- [Given entries]

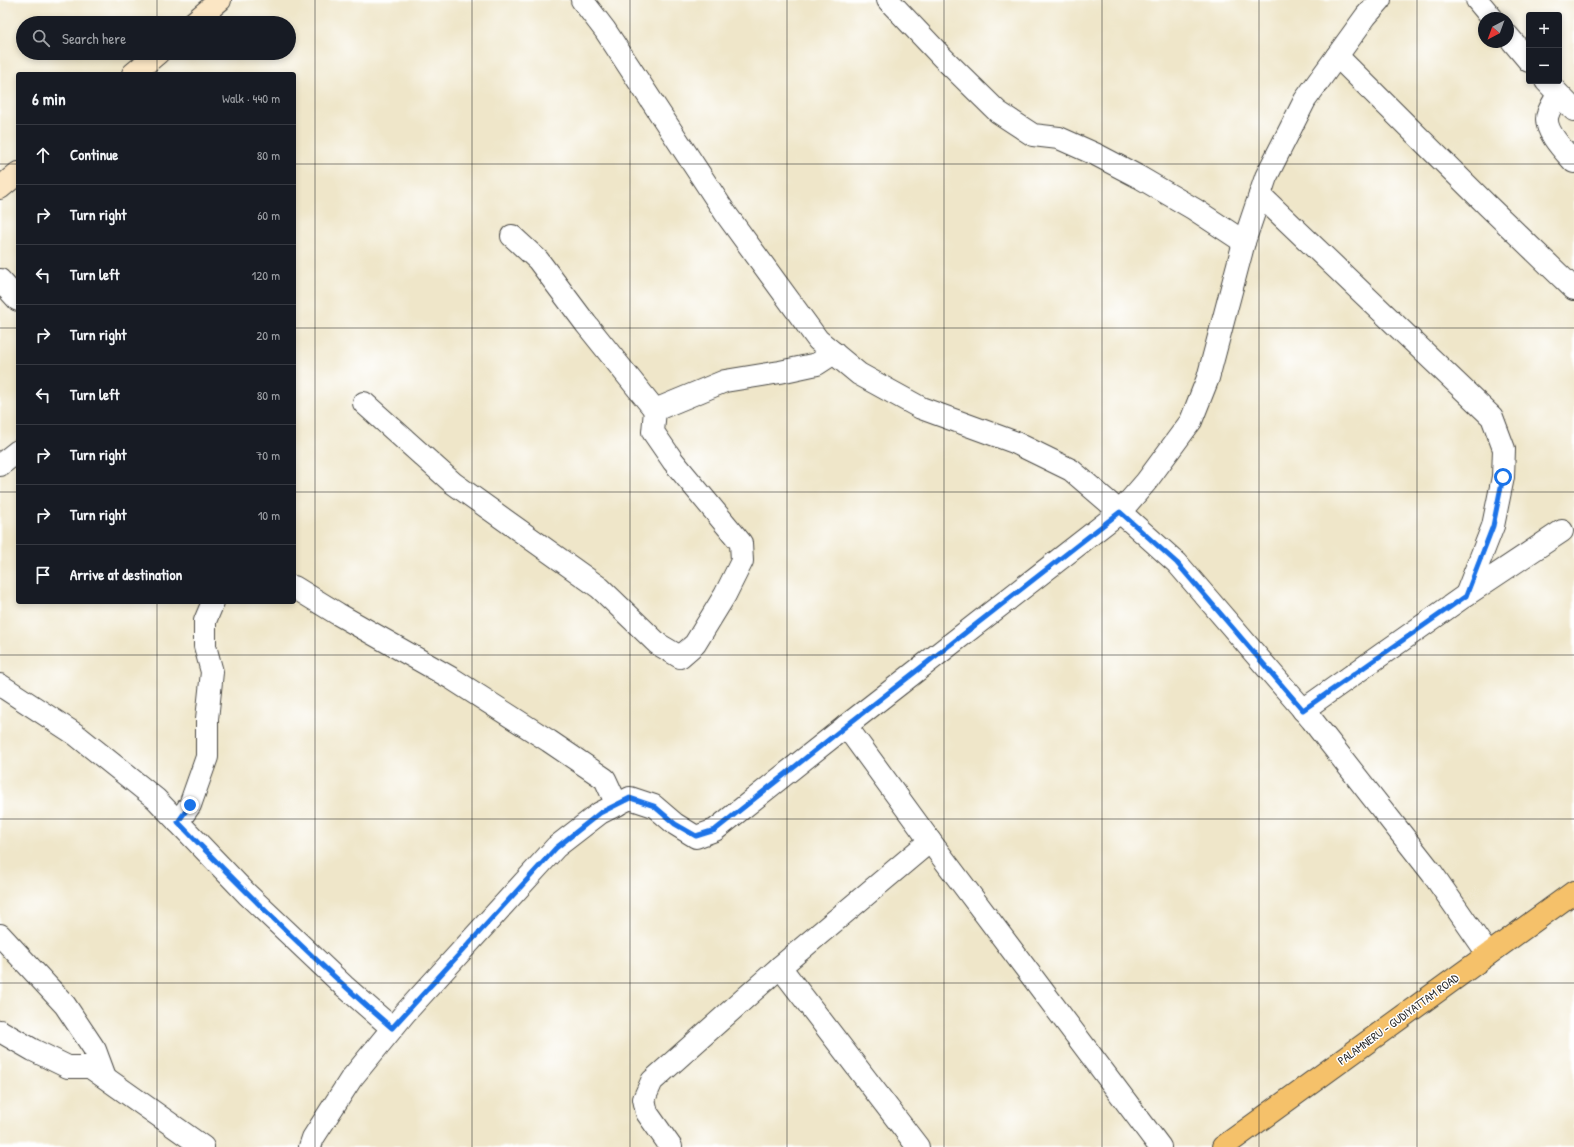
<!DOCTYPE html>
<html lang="en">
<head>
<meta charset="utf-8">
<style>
  :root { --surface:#171b24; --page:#20242c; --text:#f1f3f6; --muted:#9ea1a6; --line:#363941 }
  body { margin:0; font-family:"Patrick Hand",sans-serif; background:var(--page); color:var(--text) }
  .controls { position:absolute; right:12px; top:12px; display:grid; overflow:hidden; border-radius:4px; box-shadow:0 2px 6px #0003 }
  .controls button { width:36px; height:36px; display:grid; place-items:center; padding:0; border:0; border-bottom:1px solid var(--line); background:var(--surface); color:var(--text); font:20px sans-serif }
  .compass { position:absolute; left:1478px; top:12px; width:36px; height:36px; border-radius:50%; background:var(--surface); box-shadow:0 2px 6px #0003; rotate:221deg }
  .stop { position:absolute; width:12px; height:12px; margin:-9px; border:3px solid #1a73e8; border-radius:50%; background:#fff }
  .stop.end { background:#1a73e8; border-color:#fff; box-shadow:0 1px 4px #0008 }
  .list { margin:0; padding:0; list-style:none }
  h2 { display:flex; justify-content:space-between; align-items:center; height:52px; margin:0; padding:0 16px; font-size:17px }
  h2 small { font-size:13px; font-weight:400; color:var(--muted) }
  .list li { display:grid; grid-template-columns:26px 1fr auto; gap:12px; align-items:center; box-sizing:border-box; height:60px; padding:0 16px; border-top:1px solid var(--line) }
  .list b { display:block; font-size:15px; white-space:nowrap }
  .list em { font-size:13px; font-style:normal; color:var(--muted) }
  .icon { flex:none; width:22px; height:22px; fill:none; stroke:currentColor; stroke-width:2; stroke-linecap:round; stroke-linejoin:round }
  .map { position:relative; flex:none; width:1574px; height:1147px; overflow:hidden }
  .search { position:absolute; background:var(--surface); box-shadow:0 2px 6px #0003; left:16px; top:16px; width:280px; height:44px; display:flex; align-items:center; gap:10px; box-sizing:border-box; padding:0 14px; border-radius:22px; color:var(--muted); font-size:15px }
  .panel { position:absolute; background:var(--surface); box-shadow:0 2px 6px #0003; left:16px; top:72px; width:280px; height:532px; border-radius:4px }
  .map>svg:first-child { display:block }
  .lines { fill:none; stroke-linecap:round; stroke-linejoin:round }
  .street-casing { stroke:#484743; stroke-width:24 }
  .secondary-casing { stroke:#484743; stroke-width:24 }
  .primary-casing { stroke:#484743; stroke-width:24 }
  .street { stroke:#fff; stroke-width:22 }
  .secondary { stroke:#fbe6c4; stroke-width:22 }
  .primary { stroke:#f5c16b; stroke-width:22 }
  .route { stroke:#1a73e8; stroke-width:5 }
  .grid { fill:none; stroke:#2b2b2b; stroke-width:1; stroke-opacity:0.55 }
  .labels { text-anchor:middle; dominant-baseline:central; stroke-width:3; stroke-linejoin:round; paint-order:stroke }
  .street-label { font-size:12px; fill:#2b2b2b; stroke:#fff }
</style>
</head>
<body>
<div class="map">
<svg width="1574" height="1147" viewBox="0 0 1574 1147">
  <rect width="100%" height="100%" fill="#fff"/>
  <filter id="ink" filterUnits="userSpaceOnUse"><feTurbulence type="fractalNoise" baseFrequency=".025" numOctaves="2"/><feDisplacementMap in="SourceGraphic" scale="8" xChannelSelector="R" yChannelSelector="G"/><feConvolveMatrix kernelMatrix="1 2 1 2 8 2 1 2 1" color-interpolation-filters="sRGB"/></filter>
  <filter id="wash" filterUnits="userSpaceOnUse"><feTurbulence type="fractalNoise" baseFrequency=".012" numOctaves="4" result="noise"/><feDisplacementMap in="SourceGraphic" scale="16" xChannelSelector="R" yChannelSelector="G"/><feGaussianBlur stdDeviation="0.9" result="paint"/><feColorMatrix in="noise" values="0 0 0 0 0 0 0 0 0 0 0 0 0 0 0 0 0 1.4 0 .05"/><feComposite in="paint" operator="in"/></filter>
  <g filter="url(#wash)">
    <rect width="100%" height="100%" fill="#efe6c9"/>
  </g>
  <g filter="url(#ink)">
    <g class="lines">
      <defs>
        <g id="street">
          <polyline points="582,0 605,30 726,214 818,340 859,374 921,408 1014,442 1071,470 1120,512 1177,563 1312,720 1432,873 1488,954"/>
          <polyline points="888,0 943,58 998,112 1033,135 1059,138 1097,155 1139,177 1194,209 1244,242"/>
          <polyline points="1477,0 1492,18"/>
          <polyline points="1508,36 1529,61"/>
          <polyline points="1337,56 1488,206 1574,289"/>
          <polyline points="1546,81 1574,110"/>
          <path d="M1558,94C1555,101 1550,107 1548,114C1542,129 1565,152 1574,162"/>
          <polyline points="1260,195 1492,417 1504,449 1503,477 1493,526 1466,595"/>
          <polyline points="512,236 538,260 586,324 655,410 725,381 780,372 817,364 834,353"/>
          <polyline points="0,280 18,300"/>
          <polyline points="364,403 453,483 600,588 658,644 680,657 695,644 725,595 742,561 741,543 673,461 653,432 655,410"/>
          <polyline points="0,465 18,451"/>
          <polyline points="294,587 338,614 451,678 549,741 605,779 617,805"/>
          <polyline points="0,685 75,734 156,799 247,894 344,986 392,1028"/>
          <polyline points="1303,710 1466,595 1562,531"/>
          <polyline points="846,726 930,841 1160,1147"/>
          <polyline points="178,822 190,805 207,757 207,719 212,672 205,646 205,621 213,602"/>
          <polyline points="0,935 65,1005 95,1050 105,1077"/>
          <polyline points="780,967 918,1147"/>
          <polyline points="0,1031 33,1050 68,1067 90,1067 203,1147"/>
          <polyline points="310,1147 313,1138 351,1079 405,1013 556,847 600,813 630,798 654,806 675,824 696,837 715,830 851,722 1120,512 1146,482 1191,421 1208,378 1244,242 1266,177 1305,100 1366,16 1380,0"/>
          <polyline points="671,1147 647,1113 644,1099 652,1081 780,967 930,841"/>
        </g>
        <g id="secondary">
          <polyline points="193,23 220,0"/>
          <polyline points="133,74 158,53"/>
          <polyline points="0,188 18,173"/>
        </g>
        <polyline id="primary" points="1223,1147 1574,892"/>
      </defs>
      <use href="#street" class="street-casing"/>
      <use href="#secondary" class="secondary-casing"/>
      <use href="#primary" class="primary-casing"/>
      <use href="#street" class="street"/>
      <use href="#secondary" class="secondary"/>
      <use href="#primary" class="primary"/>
    </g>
  </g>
  <g class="lines" filter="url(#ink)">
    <path class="route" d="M190,805L178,822C246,893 317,963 392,1028L556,848L600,813L630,798L654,806L675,824L696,836L715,830L851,722L1120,512L1177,563L1303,710L1466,596L1493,526L1503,477"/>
  </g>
  <path class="grid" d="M157,0V23M315,0V1147M472,0V1147M630,0V1147M787,0V1147M944,0V1147M1102,0V1147M1259,0V1147M1417,0V1147M157,53V74M0,164H18M294,164H1574M0,328H18M294,328H1574M0,492H18M294,492H1574M157,602V1147M0,655H1574M0,819H1574M0,983H1574"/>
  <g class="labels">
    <g class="street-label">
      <text transform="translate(1398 1019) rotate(-36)">PALAMNERU - GUDIYATTAM ROAD</text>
    </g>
  </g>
</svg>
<div class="controls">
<button>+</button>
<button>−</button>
</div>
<svg class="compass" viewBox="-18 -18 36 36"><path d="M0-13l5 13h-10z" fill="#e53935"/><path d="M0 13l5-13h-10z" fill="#9ea1a6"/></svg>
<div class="stop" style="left:1503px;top:477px"></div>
<div class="stop end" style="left:190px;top:805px"></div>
<div class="search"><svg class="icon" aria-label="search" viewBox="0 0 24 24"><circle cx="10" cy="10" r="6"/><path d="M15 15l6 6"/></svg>Search here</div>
<section class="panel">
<h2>6 min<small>Walk · 440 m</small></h2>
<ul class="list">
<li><svg class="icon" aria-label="ahead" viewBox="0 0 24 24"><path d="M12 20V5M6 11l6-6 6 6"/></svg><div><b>Continue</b></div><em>80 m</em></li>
<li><svg class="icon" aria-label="right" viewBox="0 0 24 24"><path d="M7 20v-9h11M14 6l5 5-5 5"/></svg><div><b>Turn right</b></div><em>60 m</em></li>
<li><svg class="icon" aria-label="left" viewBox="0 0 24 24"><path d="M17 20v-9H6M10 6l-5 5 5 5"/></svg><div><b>Turn left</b></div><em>120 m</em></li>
<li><svg class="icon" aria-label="right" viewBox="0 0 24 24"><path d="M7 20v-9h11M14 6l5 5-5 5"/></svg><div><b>Turn right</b></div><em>20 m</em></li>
<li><svg class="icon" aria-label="left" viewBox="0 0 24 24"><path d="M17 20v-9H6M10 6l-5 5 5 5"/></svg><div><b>Turn left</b></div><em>80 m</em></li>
<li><svg class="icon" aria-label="right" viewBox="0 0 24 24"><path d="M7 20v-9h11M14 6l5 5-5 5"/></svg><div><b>Turn right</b></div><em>70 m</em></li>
<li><svg class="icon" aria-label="right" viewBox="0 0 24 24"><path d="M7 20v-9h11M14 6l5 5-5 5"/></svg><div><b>Turn right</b></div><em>10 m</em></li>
<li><svg class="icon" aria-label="arrive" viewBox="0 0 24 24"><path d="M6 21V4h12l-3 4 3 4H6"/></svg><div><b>Arrive at destination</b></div></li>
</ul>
</section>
</div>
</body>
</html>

- [Assignment]
Copy the stretch of the records above that runs from the line with "background:#1a73e8; border-color:#fff; box-shadow:0" through the line with "flex:none; width:22px; height:22px;". Both end lines belong in the copy, and nothing else does.

- [Task result]
  .stop.end { background:#1a73e8; border-color:#fff; box-shadow:0 1px 4px #0008 }
  .list { margin:0; padding:0; list-style:none }
  h2 { display:flex; justify-content:space-between; align-items:center; height:52px; margin:0; padding:0 16px; font-size:17px }
  h2 small { font-size:13px; font-weight:400; color:var(--muted) }
  .list li { display:grid; grid-template-columns:26px 1fr auto; gap:12px; align-items:center; box-sizing:border-box; height:60px; padding:0 16px; border-top:1px solid var(--line) }
  .list b { display:block; font-size:15px; white-space:nowrap }
  .list em { font-size:13px; font-style:normal; color:var(--muted) }
  .icon { flex:none; width:22px; height:22px; fill:none; stroke:currentColor; stroke-width:2; stroke-linecap:round; stroke-linejoin:round }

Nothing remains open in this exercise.